Харек, по прозвищу Гьялланди добавил, что никакие их жалкие слова не остановят Локи, сотрясающего землю, который корчится от боли и кричит жене, умоляя поторопиться и поскорее подставить чашу, чтобы яд Мирового Змея не капал ему на лицо. Харек повторял это так часто и громко, подражая знаменитому скальду по прозвищу Громкоголосый, что побратимы обреченно вздыхали, как только он раскрывал рот.

Хотя северяне понимали истинную природу вещей, но от того, что Локи вытворял с земной твердью, у них волосы вставали дыбом. Возможно, для всех всё же близился конец света.

Олафу казалось, что самонадеянность здешних последователей Христа просто невероятна. Они всерьез верили, что рождение сына их бога возвестило последнее тысячелетие мира, и вот скоро всему придет конец. По их расчетам, оставалось около двадцати лет, так что дети добрых христиан, рождённые сейчас, будут молодыми людьми, когда их родители восстанут из могил в преддверии страшного суда.

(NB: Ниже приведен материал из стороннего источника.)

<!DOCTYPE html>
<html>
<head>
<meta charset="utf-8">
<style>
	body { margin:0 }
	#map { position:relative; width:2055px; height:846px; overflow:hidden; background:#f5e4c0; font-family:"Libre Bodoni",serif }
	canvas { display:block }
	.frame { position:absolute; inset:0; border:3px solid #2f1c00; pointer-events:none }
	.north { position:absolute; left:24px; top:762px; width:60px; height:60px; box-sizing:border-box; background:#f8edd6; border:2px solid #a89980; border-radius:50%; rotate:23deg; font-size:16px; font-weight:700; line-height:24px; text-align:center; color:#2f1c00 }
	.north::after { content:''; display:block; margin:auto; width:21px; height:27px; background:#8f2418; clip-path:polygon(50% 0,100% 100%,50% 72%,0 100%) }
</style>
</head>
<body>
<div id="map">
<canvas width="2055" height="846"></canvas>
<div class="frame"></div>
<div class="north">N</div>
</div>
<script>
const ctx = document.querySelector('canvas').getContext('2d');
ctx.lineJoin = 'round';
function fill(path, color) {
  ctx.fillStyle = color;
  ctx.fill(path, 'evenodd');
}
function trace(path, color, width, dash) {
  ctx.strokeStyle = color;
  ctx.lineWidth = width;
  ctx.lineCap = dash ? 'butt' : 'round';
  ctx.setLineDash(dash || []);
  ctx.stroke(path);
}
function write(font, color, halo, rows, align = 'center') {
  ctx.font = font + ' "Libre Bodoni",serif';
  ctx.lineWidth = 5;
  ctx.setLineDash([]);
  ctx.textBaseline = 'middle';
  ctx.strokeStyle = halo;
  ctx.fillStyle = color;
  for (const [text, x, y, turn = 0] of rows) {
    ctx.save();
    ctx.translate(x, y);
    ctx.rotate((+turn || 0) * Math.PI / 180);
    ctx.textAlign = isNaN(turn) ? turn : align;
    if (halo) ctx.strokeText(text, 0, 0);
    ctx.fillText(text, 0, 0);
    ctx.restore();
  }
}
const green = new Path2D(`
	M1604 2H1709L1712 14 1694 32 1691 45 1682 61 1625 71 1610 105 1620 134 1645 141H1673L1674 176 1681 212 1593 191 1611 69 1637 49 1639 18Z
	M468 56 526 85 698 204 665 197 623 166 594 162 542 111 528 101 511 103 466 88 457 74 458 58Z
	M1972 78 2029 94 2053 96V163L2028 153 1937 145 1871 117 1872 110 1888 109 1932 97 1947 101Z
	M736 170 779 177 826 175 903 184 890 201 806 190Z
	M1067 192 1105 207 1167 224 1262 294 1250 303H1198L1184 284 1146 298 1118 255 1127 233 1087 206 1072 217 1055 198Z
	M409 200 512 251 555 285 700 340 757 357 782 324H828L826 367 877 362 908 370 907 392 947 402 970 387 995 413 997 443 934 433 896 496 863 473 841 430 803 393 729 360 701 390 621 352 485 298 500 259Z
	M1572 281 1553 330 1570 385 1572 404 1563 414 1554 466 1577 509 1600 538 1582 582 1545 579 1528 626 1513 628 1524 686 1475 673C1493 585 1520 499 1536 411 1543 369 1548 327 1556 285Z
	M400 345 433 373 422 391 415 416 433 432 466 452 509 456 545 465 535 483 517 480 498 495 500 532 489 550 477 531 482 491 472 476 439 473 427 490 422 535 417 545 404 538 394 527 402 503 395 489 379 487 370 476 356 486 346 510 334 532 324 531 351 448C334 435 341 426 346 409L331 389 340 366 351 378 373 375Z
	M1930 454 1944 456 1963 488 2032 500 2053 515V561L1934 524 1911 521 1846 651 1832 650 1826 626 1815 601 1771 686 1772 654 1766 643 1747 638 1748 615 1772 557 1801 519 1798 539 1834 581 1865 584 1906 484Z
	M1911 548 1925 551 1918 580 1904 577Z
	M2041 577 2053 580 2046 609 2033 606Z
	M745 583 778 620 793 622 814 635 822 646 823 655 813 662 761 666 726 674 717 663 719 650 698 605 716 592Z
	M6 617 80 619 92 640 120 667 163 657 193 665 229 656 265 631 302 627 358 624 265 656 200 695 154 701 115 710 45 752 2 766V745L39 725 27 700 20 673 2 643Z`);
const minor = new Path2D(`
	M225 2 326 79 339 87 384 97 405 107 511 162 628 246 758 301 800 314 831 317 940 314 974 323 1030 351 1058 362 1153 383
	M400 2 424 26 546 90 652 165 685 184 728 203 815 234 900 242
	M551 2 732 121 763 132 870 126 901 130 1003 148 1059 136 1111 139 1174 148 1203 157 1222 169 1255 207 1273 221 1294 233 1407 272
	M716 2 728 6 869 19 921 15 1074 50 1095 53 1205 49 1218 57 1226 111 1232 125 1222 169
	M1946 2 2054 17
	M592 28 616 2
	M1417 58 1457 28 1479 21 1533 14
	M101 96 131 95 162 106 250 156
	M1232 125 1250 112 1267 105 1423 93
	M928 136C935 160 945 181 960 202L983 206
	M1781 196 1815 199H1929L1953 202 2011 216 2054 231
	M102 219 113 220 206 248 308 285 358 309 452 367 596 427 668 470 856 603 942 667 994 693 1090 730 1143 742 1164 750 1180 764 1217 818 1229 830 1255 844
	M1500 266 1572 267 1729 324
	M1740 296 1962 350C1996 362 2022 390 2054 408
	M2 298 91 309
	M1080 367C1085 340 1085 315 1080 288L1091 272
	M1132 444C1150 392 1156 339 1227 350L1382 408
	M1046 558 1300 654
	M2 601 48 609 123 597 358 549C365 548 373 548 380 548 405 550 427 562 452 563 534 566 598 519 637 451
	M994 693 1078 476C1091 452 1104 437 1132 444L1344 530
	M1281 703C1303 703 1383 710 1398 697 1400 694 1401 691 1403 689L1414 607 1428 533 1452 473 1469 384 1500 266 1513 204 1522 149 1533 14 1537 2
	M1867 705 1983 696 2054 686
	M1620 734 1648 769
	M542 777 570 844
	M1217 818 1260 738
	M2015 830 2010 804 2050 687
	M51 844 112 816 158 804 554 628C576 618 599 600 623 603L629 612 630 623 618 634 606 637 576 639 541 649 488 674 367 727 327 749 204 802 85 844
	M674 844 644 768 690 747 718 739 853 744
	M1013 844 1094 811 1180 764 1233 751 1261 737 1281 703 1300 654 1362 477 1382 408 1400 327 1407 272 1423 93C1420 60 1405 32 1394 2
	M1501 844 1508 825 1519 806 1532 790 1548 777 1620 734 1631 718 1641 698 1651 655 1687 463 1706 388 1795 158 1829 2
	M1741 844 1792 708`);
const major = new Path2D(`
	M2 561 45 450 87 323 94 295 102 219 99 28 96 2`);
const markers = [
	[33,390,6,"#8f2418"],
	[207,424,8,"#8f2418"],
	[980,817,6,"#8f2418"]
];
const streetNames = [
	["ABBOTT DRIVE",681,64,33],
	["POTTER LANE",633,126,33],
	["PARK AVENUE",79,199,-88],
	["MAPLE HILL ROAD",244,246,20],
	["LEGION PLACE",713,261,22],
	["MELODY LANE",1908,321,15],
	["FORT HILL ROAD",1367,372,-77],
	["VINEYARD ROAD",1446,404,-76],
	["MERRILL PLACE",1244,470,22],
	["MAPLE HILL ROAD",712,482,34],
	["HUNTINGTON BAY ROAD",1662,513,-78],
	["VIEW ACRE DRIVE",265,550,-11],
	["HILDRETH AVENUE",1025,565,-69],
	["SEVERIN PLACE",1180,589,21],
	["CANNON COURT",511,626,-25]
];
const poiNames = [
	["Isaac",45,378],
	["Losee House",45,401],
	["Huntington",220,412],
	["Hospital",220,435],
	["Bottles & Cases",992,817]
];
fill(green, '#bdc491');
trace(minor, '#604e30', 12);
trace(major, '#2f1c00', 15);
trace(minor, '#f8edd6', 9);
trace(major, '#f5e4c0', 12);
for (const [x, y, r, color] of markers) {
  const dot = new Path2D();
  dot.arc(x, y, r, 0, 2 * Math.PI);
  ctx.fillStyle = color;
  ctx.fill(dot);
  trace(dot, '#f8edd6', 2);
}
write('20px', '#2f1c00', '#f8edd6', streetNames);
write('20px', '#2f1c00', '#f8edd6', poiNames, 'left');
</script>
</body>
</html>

Воронья Кость часто задумывался об этом, потому что хорошо знал, насколько капризны боги; всю жизнь он словно шагал по лезвию ножа, когда лёгкий взмах птичьего крыла мог либо привести его к гибели, либо вознести на высокий трон, который он считал своим по праву. С тех пор, как князь Владимир Киевский отвернулся от него, перспектива погибнуть казалась ему более вероятной.

— Тебе не следовало убивать его брата, — прорычал Финн Лошадиная Голова, когда Воронья Кость поделился этим мрачным наблюдением при встрече с Финном и Ормом.

Воронья Кость смотрел на седовласого воина, покрытого морщинами, как старый морж, словно хотел хмурым взглядом выжечь клеймо на его лице. Финн глядел на него серыми, как зимнее море глазами, и лишь усмехался в ответ; Воронья Кость отвел взгляд, ведь это был Финн Лошадиная Голова, которому неведом страх.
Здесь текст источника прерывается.